[Opening GIVEN RECORDS section]

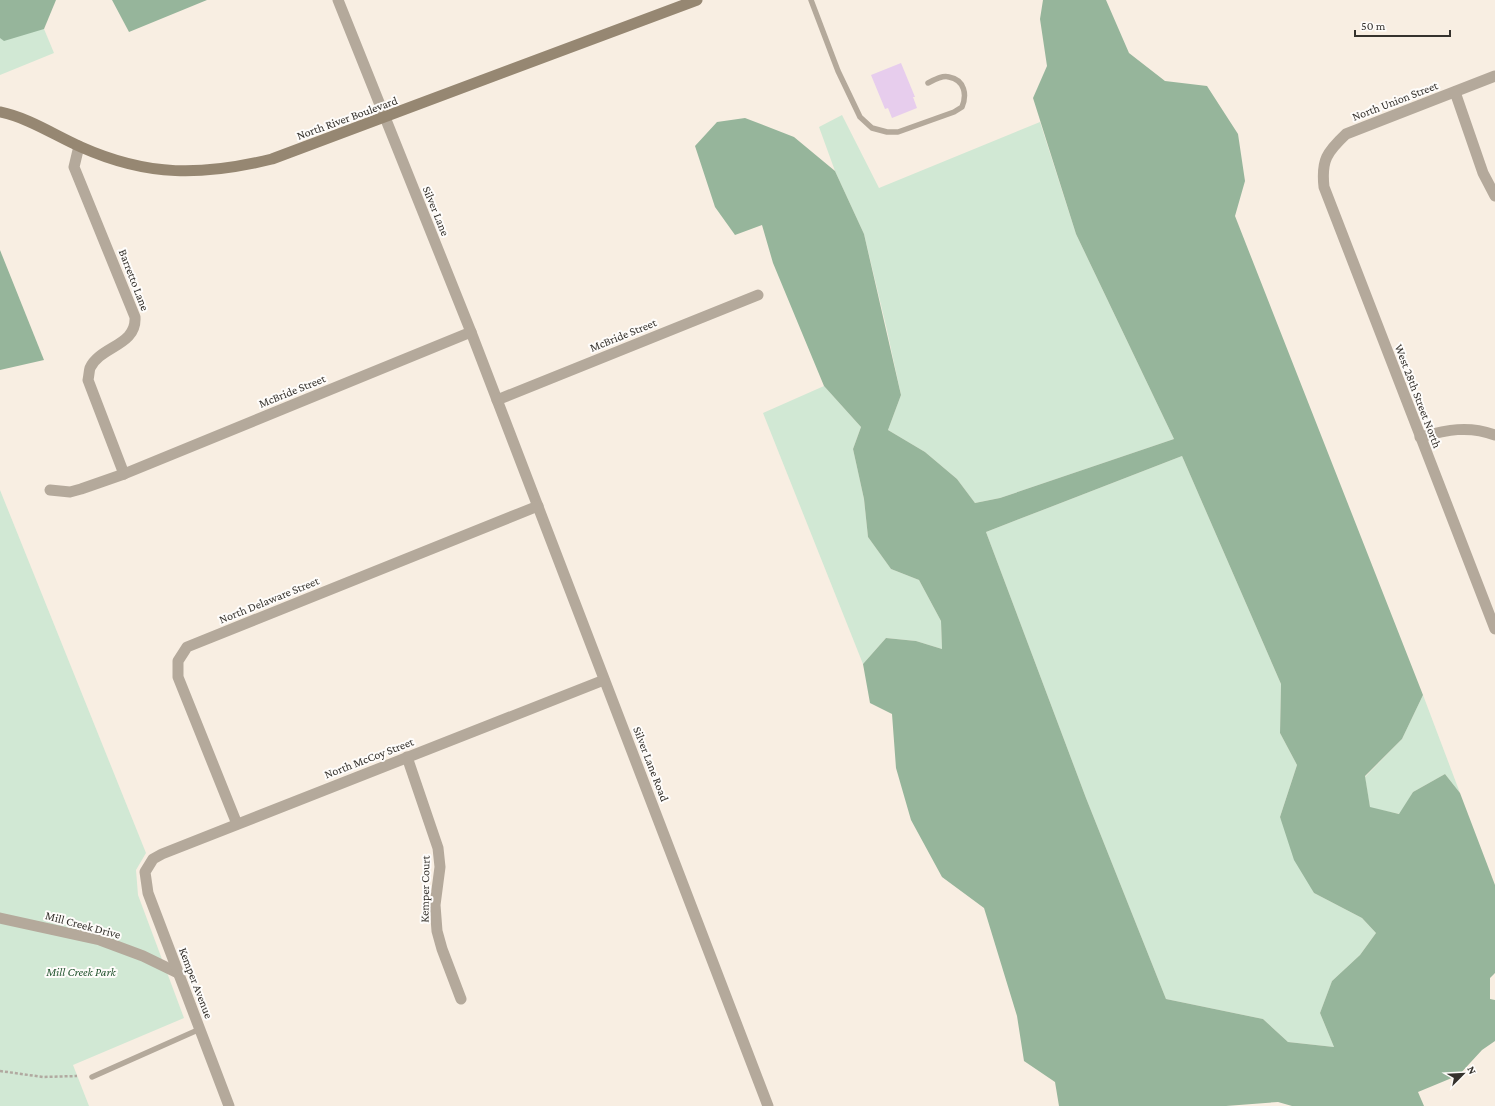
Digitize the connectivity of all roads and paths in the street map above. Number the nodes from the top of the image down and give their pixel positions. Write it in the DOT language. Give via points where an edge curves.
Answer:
graph roads {
  1 [pos="338,0"];
  2 [pos="697,0"];
  3 [pos="811,0"];
  4 [pos="1495,76"];
  5 [pos="928,83"];
  6 [pos="1455,92"];
  7 [pos="0,112"];
  8 [pos="385,117"];
  9 [pos="79,146"];
  10 [pos="1322,170"];
  11 [pos="1495,196"];
  12 [pos="758,295"];
  13 [pos="471,332"];
  14 [pos="497,400"];
  15 [pos="509,432"];
  16 [pos="1495,435"];
  17 [pos="1420,438"];
  18 [pos="124,474"];
  19 [pos="50,490"];
  20 [pos="538,506"];
  21 [pos="1495,629"];
  22 [pos="604,680"];
  23 [pos="407,757"];
  24 [pos="237,824"];
  25 [pos="147,868"];
  26 [pos="0,918"];
  27 [pos="178,973"];
  28 [pos="461,999"];
  29 [pos="200,1029"];
  30 [pos="0,1071"];
  31 [pos="77,1076"];
  32 [pos="92,1077"];
  33 [pos="229,1106"];
  34 [pos="768,1106"];
  1 -- 8 [label="street, Silver Lane"];
  2 -- 8 [label="main road, North River Boulevard"];
  3 -- 5 [label="lane" via="838,71 860,117 872,128 898,132 962,107 965,93 955,80 948,76"];
  4 -- 6 [label="street, North Union Street"];
  6 -- 10 [label="street, North Union Street" via="1346,134 1330,149"];
  6 -- 11 [label="street" via="1483,173"];
  7 -- 9 [label="main road, North River Boulevard" via="30,122"];
  8 -- 9 [label="main road, North River Boulevard" via="272,159 240,167 203,171 166,171 130,165"];
  8 -- 13 [label="street, Silver Lane"];
  9 -- 18 [label="street, Barretto Lane" via="74,167 135,316 136,325 131,334 98,358 90,368 88,380"];
  10 -- 17 [label="street, West 28th Street North" via="1324,187"];
  12 -- 14 [label="street, McBride Street"];
  13 -- 14 [label="street, Silver Lane"];
  13 -- 18 [label="street, McBride Street"];
  14 -- 15 [label="street, Silver Lane"];
  15 -- 20 [label="street, Silver Lane Road"];
  16 -- 17 [label="street" via="1484,431 1453,428"];
  17 -- 21 [label="street, West 28th Street North"];
  18 -- 19 [label="street, McBride Street" via="70,492"];
  20 -- 22 [label="street, Silver Lane Road"];
  20 -- 24 [label="street, North Delaware Street" via="186,648 178,661 178,677"];
  22 -- 23 [label="street, North McCoy Street"];
  22 -- 34 [label="street, Silver Lane Road"];
  23 -- 24 [label="street, North McCoy Street"];
  23 -- 28 [label="street, Kemper Court" via="438,848 440,867 435,905 437,930"];
  24 -- 25 [label="street, North McCoy Street" via="162,854 153,859"];
  25 -- 27 [label="street, Kemper Avenue" via="145,872 148,892"];
  26 -- 27 [label="street, Mill Creek Drive" via="100,940 143,956"];
  27 -- 29 [label="street, Kemper Avenue"];
  29 -- 32 [label="lane"];
  29 -- 33 [label="street, Kemper Avenue"];
  30 -- 31 [label="path" via="43,1077"];
}
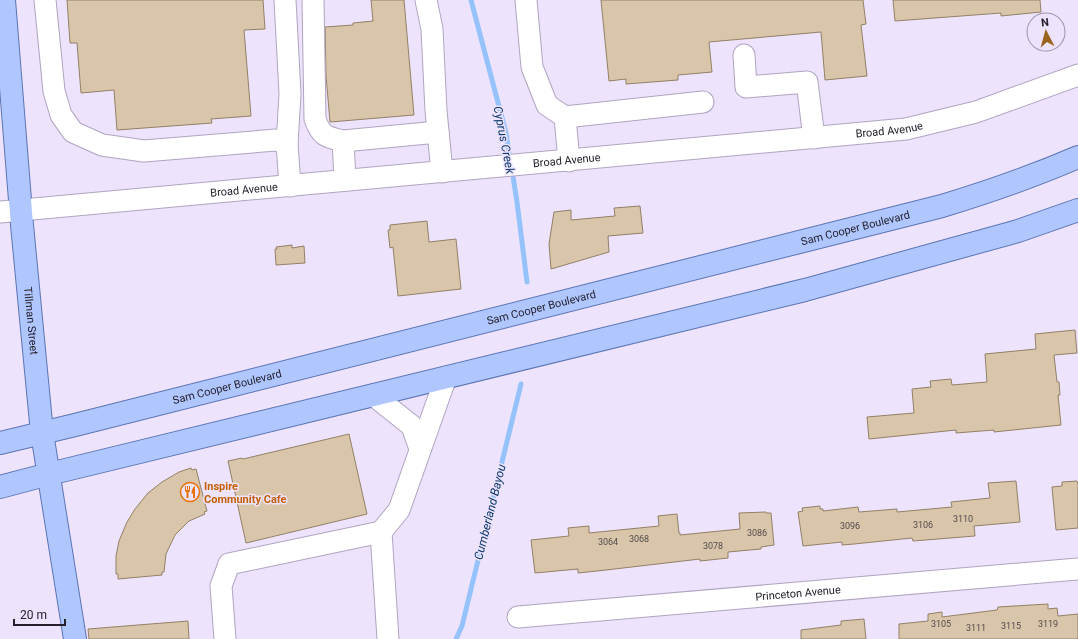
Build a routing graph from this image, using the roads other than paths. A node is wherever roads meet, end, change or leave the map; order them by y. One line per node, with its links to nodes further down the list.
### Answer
1 (4, 0): 7 (main road, Tillman Street)
2 (45, 0): 18 (street)
3 (285, 0): 9 (street)
4 (313, 0): 8 (street)
5 (426, 0): 15 (street)
6 (526, 0): 14 (street)
7 (3, 33): 12 (main road, Tillman Street)
8 (314, 47): 9 (street); 17 (street)
9 (288, 49): 18 (street)
10 (744, 55): 16 (street)
11 (1078, 75): 16 (street, Broad Avenue)
12 (6, 95): 25 (main road, Tillman Street)
13 (703, 102): 14 (street)
14 (565, 117): 20 (street)
15 (438, 132): 17 (street); 21 (street)
16 (814, 138): 20 (street, Broad Avenue)
17 (343, 141): 22 (street)
18 (287, 144): 23 (street)
19 (1078, 157): 28 (main road, Sam Cooper Boulevard)
20 (560, 162): 21 (street, Broad Avenue)
21 (442, 172): 22 (street, Broad Avenue)
22 (345, 180): 23 (street, Broad Avenue)
23 (290, 186): 25 (street, Broad Avenue)
24 (1078, 210): 26 (main road)
25 (10, 212): 28 (main road, Tillman Street)
26 (446, 377): 27 (main road); 30 (street)
27 (374, 395): 30 (street); 31 (main road)
28 (42, 433): 29 (main road, Sam Cooper Boulevard); 31 (main road, Tillman Street)
29 (0, 443)
30 (420, 449): 33 (street)
31 (49, 474): 32 (main road); 36 (main road, Tillman Street)
32 (0, 487)
33 (381, 532): 37 (street); 38 (street)
34 (1078, 569): 35 (street, Princeton Avenue)
35 (518, 617)
36 (75, 639)
37 (225, 639)
38 (388, 639)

[Closing GIVEN RECORDS section]

EXERCISE OBJECTIVE
Please copy the entries in full. Leave each image out.

ANSWER BELOW
Digitize the connectivity of all roads and paths in the street map above. Number the nodes from the top of the image down and give their pixel positions. Write it in the DOT language. Give via points where an edge curves.
Answer:
graph roads {
  1 [pos="338,0"];
  2 [pos="697,0"];
  3 [pos="811,0"];
  4 [pos="1495,76"];
  5 [pos="928,83"];
  6 [pos="1455,92"];
  7 [pos="0,112"];
  8 [pos="385,117"];
  9 [pos="79,146"];
  10 [pos="1322,170"];
  11 [pos="1495,196"];
  12 [pos="758,295"];
  13 [pos="471,332"];
  14 [pos="497,400"];
  15 [pos="509,432"];
  16 [pos="1495,435"];
  17 [pos="1420,438"];
  18 [pos="124,474"];
  19 [pos="50,490"];
  20 [pos="538,506"];
  21 [pos="1495,629"];
  22 [pos="604,680"];
  23 [pos="407,757"];
  24 [pos="237,824"];
  25 [pos="147,868"];
  26 [pos="0,918"];
  27 [pos="178,973"];
  28 [pos="461,999"];
  29 [pos="200,1029"];
  30 [pos="0,1071"];
  31 [pos="77,1076"];
  32 [pos="92,1077"];
  33 [pos="229,1106"];
  34 [pos="768,1106"];
  1 -- 8 [label="street, Silver Lane"];
  2 -- 8 [label="main road, North River Boulevard"];
  3 -- 5 [label="lane" via="838,71 860,117 872,128 898,132 962,107 965,93 955,80 948,76"];
  4 -- 6 [label="street, North Union Street"];
  6 -- 10 [label="street, North Union Street" via="1346,134 1330,149"];
  6 -- 11 [label="street" via="1483,173"];
  7 -- 9 [label="main road, North River Boulevard" via="30,122"];
  8 -- 9 [label="main road, North River Boulevard" via="272,159 240,167 203,171 166,171 130,165"];
  8 -- 13 [label="street, Silver Lane"];
  9 -- 18 [label="street, Barretto Lane" via="74,167 135,316 136,325 131,334 98,358 90,368 88,380"];
  10 -- 17 [label="street, West 28th Street North" via="1324,187"];
  12 -- 14 [label="street, McBride Street"];
  13 -- 14 [label="street, Silver Lane"];
  13 -- 18 [label="street, McBride Street"];
  14 -- 15 [label="street, Silver Lane"];
  15 -- 20 [label="street, Silver Lane Road"];
  16 -- 17 [label="street" via="1484,431 1453,428"];
  17 -- 21 [label="street, West 28th Street North"];
  18 -- 19 [label="street, McBride Street" via="70,492"];
  20 -- 22 [label="street, Silver Lane Road"];
  20 -- 24 [label="street, North Delaware Street" via="186,648 178,661 178,677"];
  22 -- 23 [label="street, North McCoy Street"];
  22 -- 34 [label="street, Silver Lane Road"];
  23 -- 24 [label="street, North McCoy Street"];
  23 -- 28 [label="street, Kemper Court" via="438,848 440,867 435,905 437,930"];
  24 -- 25 [label="street, North McCoy Street" via="162,854 153,859"];
  25 -- 27 [label="street, Kemper Avenue" via="145,872 148,892"];
  26 -- 27 [label="street, Mill Creek Drive" via="100,940 143,956"];
  27 -- 29 [label="street, Kemper Avenue"];
  29 -- 32 [label="lane"];
  29 -- 33 [label="street, Kemper Avenue"];
  30 -- 31 [label="path" via="43,1077"];
}
Build a routing graph from this image, using the roads other than paths. A node is wherever roads meet, end, change or leave the map; order them by y. One line per node, with its links to nodes further down the list.
### Answer
1 (4, 0): 7 (main road, Tillman Street)
2 (45, 0): 18 (street)
3 (285, 0): 9 (street)
4 (313, 0): 8 (street)
5 (426, 0): 15 (street)
6 (526, 0): 14 (street)
7 (3, 33): 12 (main road, Tillman Street)
8 (314, 47): 9 (street); 17 (street)
9 (288, 49): 18 (street)
10 (744, 55): 16 (street)
11 (1078, 75): 16 (street, Broad Avenue)
12 (6, 95): 25 (main road, Tillman Street)
13 (703, 102): 14 (street)
14 (565, 117): 20 (street)
15 (438, 132): 17 (street); 21 (street)
16 (814, 138): 20 (street, Broad Avenue)
17 (343, 141): 22 (street)
18 (287, 144): 23 (street)
19 (1078, 157): 28 (main road, Sam Cooper Boulevard)
20 (560, 162): 21 (street, Broad Avenue)
21 (442, 172): 22 (street, Broad Avenue)
22 (345, 180): 23 (street, Broad Avenue)
23 (290, 186): 25 (street, Broad Avenue)
24 (1078, 210): 26 (main road)
25 (10, 212): 28 (main road, Tillman Street)
26 (446, 377): 27 (main road); 30 (street)
27 (374, 395): 30 (street); 31 (main road)
28 (42, 433): 29 (main road, Sam Cooper Boulevard); 31 (main road, Tillman Street)
29 (0, 443)
30 (420, 449): 33 (street)
31 (49, 474): 32 (main road); 36 (main road, Tillman Street)
32 (0, 487)
33 (381, 532): 37 (street); 38 (street)
34 (1078, 569): 35 (street, Princeton Avenue)
35 (518, 617)
36 (75, 639)
37 (225, 639)
38 (388, 639)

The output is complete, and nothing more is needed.